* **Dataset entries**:

▬▬▬▬▬▬

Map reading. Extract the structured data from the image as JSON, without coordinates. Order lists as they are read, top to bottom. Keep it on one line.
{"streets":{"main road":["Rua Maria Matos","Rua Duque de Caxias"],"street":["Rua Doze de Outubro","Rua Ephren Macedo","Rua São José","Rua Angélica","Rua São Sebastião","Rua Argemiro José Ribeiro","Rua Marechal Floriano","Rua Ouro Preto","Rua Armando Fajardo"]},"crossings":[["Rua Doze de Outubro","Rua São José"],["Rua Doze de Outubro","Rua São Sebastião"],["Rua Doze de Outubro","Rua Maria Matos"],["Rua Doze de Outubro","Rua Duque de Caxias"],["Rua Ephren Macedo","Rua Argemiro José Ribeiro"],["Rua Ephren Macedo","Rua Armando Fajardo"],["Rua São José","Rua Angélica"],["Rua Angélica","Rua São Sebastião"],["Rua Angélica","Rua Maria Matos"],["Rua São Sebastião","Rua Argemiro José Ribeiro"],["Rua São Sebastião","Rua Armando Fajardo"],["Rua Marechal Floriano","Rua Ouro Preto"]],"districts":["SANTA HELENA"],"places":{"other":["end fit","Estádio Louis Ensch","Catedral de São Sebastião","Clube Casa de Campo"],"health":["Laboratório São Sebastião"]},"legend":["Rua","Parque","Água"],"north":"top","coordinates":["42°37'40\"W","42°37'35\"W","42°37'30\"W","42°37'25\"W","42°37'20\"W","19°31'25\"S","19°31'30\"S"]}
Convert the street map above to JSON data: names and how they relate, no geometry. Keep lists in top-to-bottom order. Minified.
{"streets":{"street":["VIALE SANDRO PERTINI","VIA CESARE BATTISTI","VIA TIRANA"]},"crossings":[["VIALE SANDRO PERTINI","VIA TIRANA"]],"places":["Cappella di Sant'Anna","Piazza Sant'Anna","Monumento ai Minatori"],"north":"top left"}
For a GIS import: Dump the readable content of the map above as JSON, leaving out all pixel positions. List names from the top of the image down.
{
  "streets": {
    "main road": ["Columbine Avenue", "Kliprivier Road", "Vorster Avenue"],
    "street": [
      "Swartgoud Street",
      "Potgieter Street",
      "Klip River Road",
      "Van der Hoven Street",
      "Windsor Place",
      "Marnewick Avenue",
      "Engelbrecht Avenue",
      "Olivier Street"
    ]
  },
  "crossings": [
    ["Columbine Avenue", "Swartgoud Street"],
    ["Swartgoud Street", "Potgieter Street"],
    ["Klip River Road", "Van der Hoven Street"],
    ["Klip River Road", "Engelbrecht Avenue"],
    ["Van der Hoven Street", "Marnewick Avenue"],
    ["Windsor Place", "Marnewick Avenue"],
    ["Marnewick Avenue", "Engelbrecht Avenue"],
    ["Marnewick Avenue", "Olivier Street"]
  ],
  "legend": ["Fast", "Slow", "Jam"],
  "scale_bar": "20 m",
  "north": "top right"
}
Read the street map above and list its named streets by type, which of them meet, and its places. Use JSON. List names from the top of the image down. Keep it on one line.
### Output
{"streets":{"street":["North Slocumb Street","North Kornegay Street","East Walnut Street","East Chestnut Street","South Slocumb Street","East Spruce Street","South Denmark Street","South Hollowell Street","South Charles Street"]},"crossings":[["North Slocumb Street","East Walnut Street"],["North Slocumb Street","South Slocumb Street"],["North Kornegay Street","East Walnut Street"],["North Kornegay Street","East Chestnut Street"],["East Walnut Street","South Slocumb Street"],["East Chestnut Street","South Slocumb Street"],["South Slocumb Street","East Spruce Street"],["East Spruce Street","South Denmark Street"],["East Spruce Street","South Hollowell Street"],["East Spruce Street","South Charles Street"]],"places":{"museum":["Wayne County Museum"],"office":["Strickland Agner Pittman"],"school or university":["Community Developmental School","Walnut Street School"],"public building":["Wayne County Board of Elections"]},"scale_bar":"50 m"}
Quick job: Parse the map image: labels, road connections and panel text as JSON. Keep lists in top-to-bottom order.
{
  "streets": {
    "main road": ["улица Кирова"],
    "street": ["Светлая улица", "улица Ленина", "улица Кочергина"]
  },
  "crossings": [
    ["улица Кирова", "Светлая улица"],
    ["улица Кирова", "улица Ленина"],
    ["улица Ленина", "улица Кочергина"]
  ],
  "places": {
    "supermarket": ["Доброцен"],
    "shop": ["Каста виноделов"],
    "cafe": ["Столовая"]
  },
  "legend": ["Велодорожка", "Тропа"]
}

▬▬▬▬▬▬

* **Exercise instructions**: Word for word, reproduce every record shown above.

* **Written answer**:
Map reading. Extract the structured data from the image as JSON, without coordinates. Order lists as they are read, top to bottom. Keep it on one line.
{"streets":{"main road":["Rua Maria Matos","Rua Duque de Caxias"],"street":["Rua Doze de Outubro","Rua Ephren Macedo","Rua São José","Rua Angélica","Rua São Sebastião","Rua Argemiro José Ribeiro","Rua Marechal Floriano","Rua Ouro Preto","Rua Armando Fajardo"]},"crossings":[["Rua Doze de Outubro","Rua São José"],["Rua Doze de Outubro","Rua São Sebastião"],["Rua Doze de Outubro","Rua Maria Matos"],["Rua Doze de Outubro","Rua Duque de Caxias"],["Rua Ephren Macedo","Rua Argemiro José Ribeiro"],["Rua Ephren Macedo","Rua Armando Fajardo"],["Rua São José","Rua Angélica"],["Rua Angélica","Rua São Sebastião"],["Rua Angélica","Rua Maria Matos"],["Rua São Sebastião","Rua Argemiro José Ribeiro"],["Rua São Sebastião","Rua Armando Fajardo"],["Rua Marechal Floriano","Rua Ouro Preto"]],"districts":["SANTA HELENA"],"places":{"other":["end fit","Estádio Louis Ensch","Catedral de São Sebastião","Clube Casa de Campo"],"health":["Laboratório São Sebastião"]},"legend":["Rua","Parque","Água"],"north":"top","coordinates":["42°37'40\"W","42°37'35\"W","42°37'30\"W","42°37'25\"W","42°37'20\"W","19°31'25\"S","19°31'30\"S"]}
Convert the street map above to JSON data: names and how they relate, no geometry. Keep lists in top-to-bottom order. Minified.
{"streets":{"street":["VIALE SANDRO PERTINI","VIA CESARE BATTISTI","VIA TIRANA"]},"crossings":[["VIALE SANDRO PERTINI","VIA TIRANA"]],"places":["Cappella di Sant'Anna","Piazza Sant'Anna","Monumento ai Minatori"],"north":"top left"}
For a GIS import: Dump the readable content of the map above as JSON, leaving out all pixel positions. List names from the top of the image down.
{
  "streets": {
    "main road": ["Columbine Avenue", "Kliprivier Road", "Vorster Avenue"],
    "street": [
      "Swartgoud Street",
      "Potgieter Street",
      "Klip River Road",
      "Van der Hoven Street",
      "Windsor Place",
      "Marnewick Avenue",
      "Engelbrecht Avenue",
      "Olivier Street"
    ]
  },
  "crossings": [
    ["Columbine Avenue", "Swartgoud Street"],
    ["Swartgoud Street", "Potgieter Street"],
    ["Klip River Road", "Van der Hoven Street"],
    ["Klip River Road", "Engelbrecht Avenue"],
    ["Van der Hoven Street", "Marnewick Avenue"],
    ["Windsor Place", "Marnewick Avenue"],
    ["Marnewick Avenue", "Engelbrecht Avenue"],
    ["Marnewick Avenue", "Olivier Street"]
  ],
  "legend": ["Fast", "Slow", "Jam"],
  "scale_bar": "20 m",
  "north": "top right"
}
Read the street map above and list its named streets by type, which of them meet, and its places. Use JSON. List names from the top of the image down. Keep it on one line.
### Output
{"streets":{"street":["North Slocumb Street","North Kornegay Street","East Walnut Street","East Chestnut Street","South Slocumb Street","East Spruce Street","South Denmark Street","South Hollowell Street","South Charles Street"]},"crossings":[["North Slocumb Street","East Walnut Street"],["North Slocumb Street","South Slocumb Street"],["North Kornegay Street","East Walnut Street"],["North Kornegay Street","East Chestnut Street"],["East Walnut Street","South Slocumb Street"],["East Chestnut Street","South Slocumb Street"],["South Slocumb Street","East Spruce Street"],["East Spruce Street","South Denmark Street"],["East Spruce Street","South Hollowell Street"],["East Spruce Street","South Charles Street"]],"places":{"museum":["Wayne County Museum"],"office":["Strickland Agner Pittman"],"school or university":["Community Developmental School","Walnut Street School"],"public building":["Wayne County Board of Elections"]},"scale_bar":"50 m"}
Quick job: Parse the map image: labels, road connections and panel text as JSON. Keep lists in top-to-bottom order.
{
  "streets": {
    "main road": ["улица Кирова"],
    "street": ["Светлая улица", "улица Ленина", "улица Кочергина"]
  },
  "crossings": [
    ["улица Кирова", "Светлая улица"],
    ["улица Кирова", "улица Ленина"],
    ["улица Ленина", "улица Кочергина"]
  ],
  "places": {
    "supermarket": ["Доброцен"],
    "shop": ["Каста виноделов"],
    "cafe": ["Столовая"]
  },
  "legend": ["Велодорожка", "Тропа"]
}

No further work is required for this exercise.